*EXERCISE DIRECTIONS*: Where an entry holds an image, skip the image but reproduce the rest word for word.
DATA TO USE START
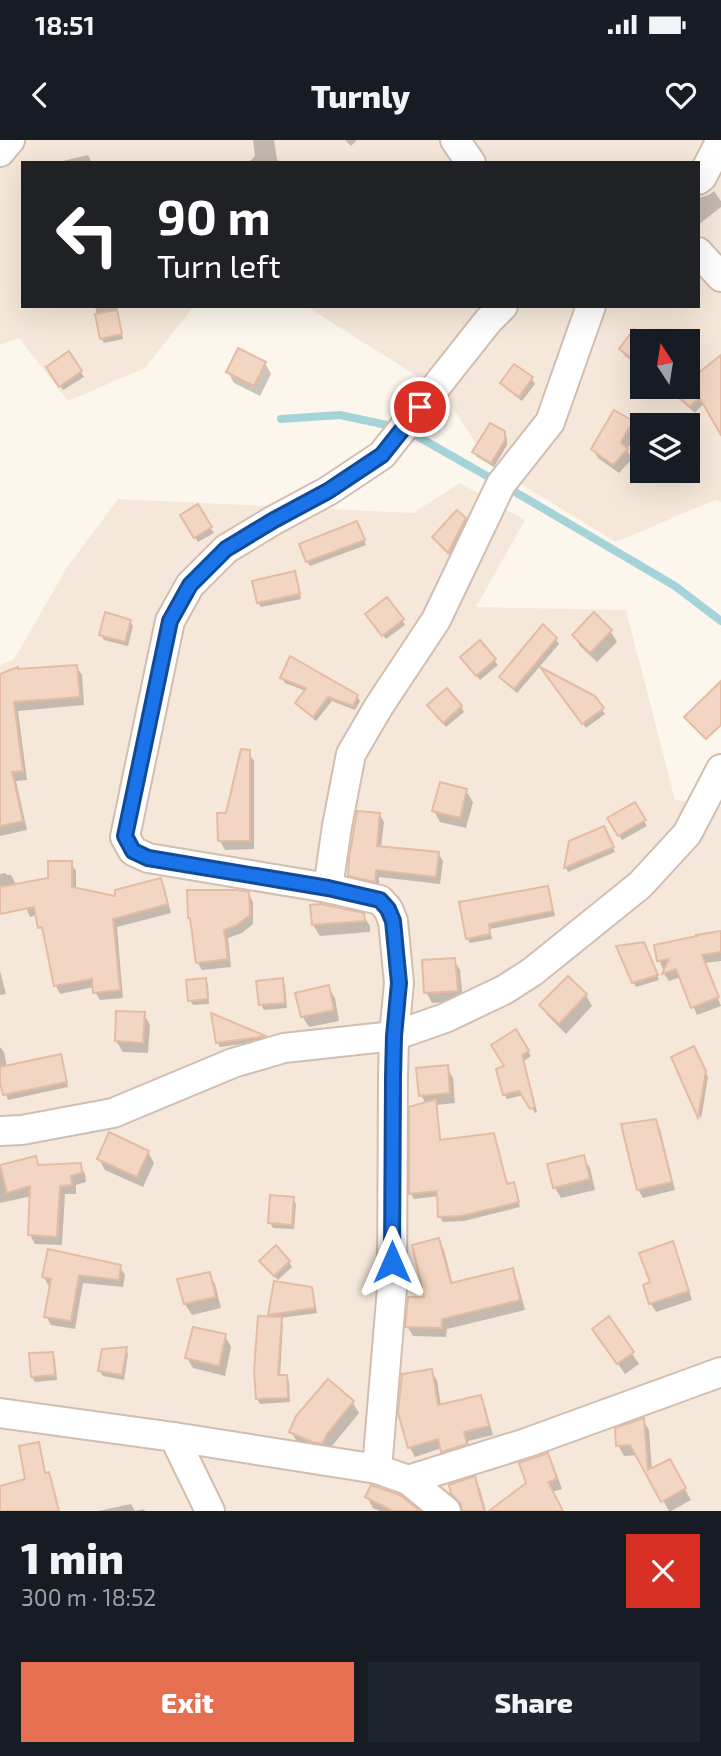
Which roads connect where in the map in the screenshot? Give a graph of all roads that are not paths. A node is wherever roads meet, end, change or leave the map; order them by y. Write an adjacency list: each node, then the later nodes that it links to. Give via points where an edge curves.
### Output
1 (10, 140): 4 (street)
2 (455, 140): 5 (street)
3 (721, 140): 6 (street)
4 (0, 152)
5 (470, 161)
6 (700, 178)
7 (700, 254): 8 (street)
8 (721, 277)
9 (501, 308): 12 (street, via 382,455 226,549 190,585 170,621 125,836 133,851 148,858)
10 (590, 308): 12 (street, via 550,422 501,484 436,620 351,754)
11 (721, 769): 13 (street, via 687,834 640,886 504,990)
12 (328, 888): 13 (street, via 380,900 388,909 399,983)
13 (394, 1036): 14 (street, via 284,1048 233,1063 113,1113); 18 (street, via 392,1288)
14 (0, 1131)
15 (721, 1372): 19 (street, via 526,1443)
16 (0, 1413): 17 (street)
17 (174, 1437): 18 (street); 20 (street)
18 (377, 1469): 19 (street)
19 (408, 1480): 21 (street)
20 (210, 1511)
21 (446, 1511)

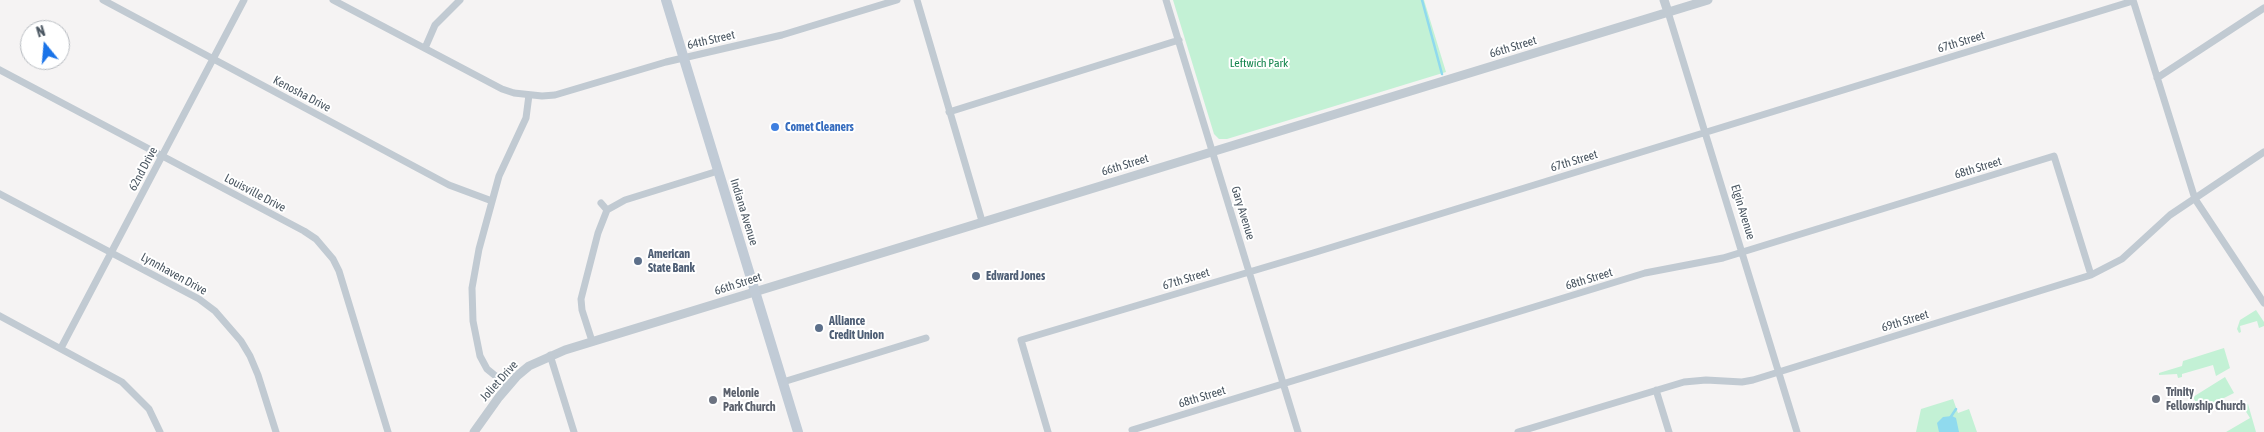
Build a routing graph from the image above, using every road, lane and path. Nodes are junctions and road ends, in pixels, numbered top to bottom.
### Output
1 (104, 0) edge
2 (244, 0) edge
3 (334, 0) edge
4 (460, 0) edge
5 (666, 0) edge
6 (897, 0) edge
7 (916, 0) edge
8 (1166, 0) edge
9 (1664, 0) edge
10 (1708, 0) edge
11 (2260, 0) edge
12 (2133, 1) edge
13 (2264, 7) edge
14 (1668, 12) junction
15 (1179, 40) junction
16 (425, 48) junction
17 (684, 58) junction
18 (214, 59) junction
19 (0, 70) edge
20 (2156, 78) junction
21 (529, 95) junction
22 (949, 112) junction
23 (1706, 133) junction
24 (1212, 151) junction
25 (2264, 152) edge
26 (162, 156) junction
27 (718, 171) junction
28 (0, 194) edge
29 (2195, 199) junction
30 (492, 202) junction
31 (601, 203) dead end
32 (607, 210) junction
33 (982, 221) junction
34 (111, 252) junction
35 (1742, 252) junction
36 (1249, 272) junction
37 (2091, 275) junction
38 (755, 291) junction
39 (2263, 299) edge
40 (0, 316) edge
41 (926, 338) dead end
42 (592, 341) junction
43 (60, 348) junction
44 (550, 355) junction
45 (1779, 372) junction
46 (783, 382) junction
47 (1283, 384) junction
48 (508, 386) junction
49 (1656, 390) junction
50 (1543, 428) edge
51 (1132, 430) dead end
52 (160, 432) edge
53 (276, 432) edge
54 (388, 432) edge
55 (474, 432) edge
56 (574, 432) edge
57 (798, 432) edge
58 (1048, 432) edge
59 (1298, 432) edge
60 (1518, 432) edge
61 (1669, 432) edge
62 (1797, 432) edge

1 - 18 street, Kenosha Drive
2 - 18 street, 62nd Drive
3 - 16 street, 64th Street
4 - 16 street
5 - 17 main road, Indiana Avenue
6 - 17 street, 64th Street
7 - 22 street
8 - 15 street, Gary Avenue
9 - 14 street, Elgin Avenue
10 - 14 street, 66th Street
11 - 13 street
12 - 20 street
12 - 23 street, 67th Street
13 - 20 street
14 - 23 street, Elgin Avenue
14 - 24 street, 66th Street
15 - 22 street
15 - 24 street, Gary Avenue
16 - 21 street, 64th Street
17 - 21 street, 64th Street
17 - 27 main road, Indiana Avenue
18 - 26 street, 62nd Drive
18 - 30 street, Kenosha Drive
19 - 26 street, Louisville Drive
20 - 29 street
21 - 30 street
22 - 33 street
23 - 35 street, Elgin Avenue
23 - 36 street, 67th Street
24 - 33 street, 66th Street
24 - 36 street, Gary Avenue
25 - 29 street, 69th Street
26 - 34 street, 62nd Drive
26 - 54 street, Louisville Drive
27 - 32 street
27 - 38 main road, Indiana Avenue
28 - 34 street, Lynnhaven Drive
29 - 37 street, 69th Street
29 - 39 street
30 - 48 street
31 - 32 street
32 - 42 street
33 - 38 street, 66th Street
34 - 43 street, 62nd Drive
34 - 53 street, Lynnhaven Drive
35 - 37 street, 68th Street
35 - 45 street, Elgin Avenue
35 - 47 street, 68th Street
36 - 47 street, Gary Avenue
36 - 58 street, 67th Street
37 - 45 street, 69th Street
38 - 42 street, 66th Street
38 - 46 main road, Indiana Avenue
40 - 43 street
41 - 46 street
42 - 44 street, 66th Street
43 - 52 street
44 - 48 street, Joliet Drive
44 - 56 street
45 - 49 street, 69th Street
45 - 62 street, Elgin Avenue
46 - 57 main road, Indiana Avenue
47 - 51 street, 68th Street
47 - 59 street, Gary Avenue
48 - 55 street, Joliet Drive
49 - 50 street, 69th Street
49 - 61 street
50 - 60 street, 69th Street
DATA TO USE END
*SOLUTION*:
Which roads connect where in the map in the screenshot? Give a graph of all roads that are not paths. A node is wherever roads meet, end, change or leave the map; order them by y. Write an adjacency list: each node, then the later nodes that it links to. Give via points where an edge curves.
### Output
1 (10, 140): 4 (street)
2 (455, 140): 5 (street)
3 (721, 140): 6 (street)
4 (0, 152)
5 (470, 161)
6 (700, 178)
7 (700, 254): 8 (street)
8 (721, 277)
9 (501, 308): 12 (street, via 382,455 226,549 190,585 170,621 125,836 133,851 148,858)
10 (590, 308): 12 (street, via 550,422 501,484 436,620 351,754)
11 (721, 769): 13 (street, via 687,834 640,886 504,990)
12 (328, 888): 13 (street, via 380,900 388,909 399,983)
13 (394, 1036): 14 (street, via 284,1048 233,1063 113,1113); 18 (street, via 392,1288)
14 (0, 1131)
15 (721, 1372): 19 (street, via 526,1443)
16 (0, 1413): 17 (street)
17 (174, 1437): 18 (street); 20 (street)
18 (377, 1469): 19 (street)
19 (408, 1480): 21 (street)
20 (210, 1511)
21 (446, 1511)

Build a routing graph from the image above, using every road, lane and path. Nodes are junctions and road ends, in pixels, numbered top to bottom.
### Output
1 (104, 0) edge
2 (244, 0) edge
3 (334, 0) edge
4 (460, 0) edge
5 (666, 0) edge
6 (897, 0) edge
7 (916, 0) edge
8 (1166, 0) edge
9 (1664, 0) edge
10 (1708, 0) edge
11 (2260, 0) edge
12 (2133, 1) edge
13 (2264, 7) edge
14 (1668, 12) junction
15 (1179, 40) junction
16 (425, 48) junction
17 (684, 58) junction
18 (214, 59) junction
19 (0, 70) edge
20 (2156, 78) junction
21 (529, 95) junction
22 (949, 112) junction
23 (1706, 133) junction
24 (1212, 151) junction
25 (2264, 152) edge
26 (162, 156) junction
27 (718, 171) junction
28 (0, 194) edge
29 (2195, 199) junction
30 (492, 202) junction
31 (601, 203) dead end
32 (607, 210) junction
33 (982, 221) junction
34 (111, 252) junction
35 (1742, 252) junction
36 (1249, 272) junction
37 (2091, 275) junction
38 (755, 291) junction
39 (2263, 299) edge
40 (0, 316) edge
41 (926, 338) dead end
42 (592, 341) junction
43 (60, 348) junction
44 (550, 355) junction
45 (1779, 372) junction
46 (783, 382) junction
47 (1283, 384) junction
48 (508, 386) junction
49 (1656, 390) junction
50 (1543, 428) edge
51 (1132, 430) dead end
52 (160, 432) edge
53 (276, 432) edge
54 (388, 432) edge
55 (474, 432) edge
56 (574, 432) edge
57 (798, 432) edge
58 (1048, 432) edge
59 (1298, 432) edge
60 (1518, 432) edge
61 (1669, 432) edge
62 (1797, 432) edge

1 - 18 street, Kenosha Drive
2 - 18 street, 62nd Drive
3 - 16 street, 64th Street
4 - 16 street
5 - 17 main road, Indiana Avenue
6 - 17 street, 64th Street
7 - 22 street
8 - 15 street, Gary Avenue
9 - 14 street, Elgin Avenue
10 - 14 street, 66th Street
11 - 13 street
12 - 20 street
12 - 23 street, 67th Street
13 - 20 street
14 - 23 street, Elgin Avenue
14 - 24 street, 66th Street
15 - 22 street
15 - 24 street, Gary Avenue
16 - 21 street, 64th Street
17 - 21 street, 64th Street
17 - 27 main road, Indiana Avenue
18 - 26 street, 62nd Drive
18 - 30 street, Kenosha Drive
19 - 26 street, Louisville Drive
20 - 29 street
21 - 30 street
22 - 33 street
23 - 35 street, Elgin Avenue
23 - 36 street, 67th Street
24 - 33 street, 66th Street
24 - 36 street, Gary Avenue
25 - 29 street, 69th Street
26 - 34 street, 62nd Drive
26 - 54 street, Louisville Drive
27 - 32 street
27 - 38 main road, Indiana Avenue
28 - 34 street, Lynnhaven Drive
29 - 37 street, 69th Street
29 - 39 street
30 - 48 street
31 - 32 street
32 - 42 street
33 - 38 street, 66th Street
34 - 43 street, 62nd Drive
34 - 53 street, Lynnhaven Drive
35 - 37 street, 68th Street
35 - 45 street, Elgin Avenue
35 - 47 street, 68th Street
36 - 47 street, Gary Avenue
36 - 58 street, 67th Street
37 - 45 street, 69th Street
38 - 42 street, 66th Street
38 - 46 main road, Indiana Avenue
40 - 43 street
41 - 46 street
42 - 44 street, 66th Street
43 - 52 street
44 - 48 street, Joliet Drive
44 - 56 street
45 - 49 street, 69th Street
45 - 62 street, Elgin Avenue
46 - 57 main road, Indiana Avenue
47 - 51 street, 68th Street
47 - 59 street, Gary Avenue
48 - 55 street, Joliet Drive
49 - 50 street, 69th Street
49 - 61 street
50 - 60 street, 69th Street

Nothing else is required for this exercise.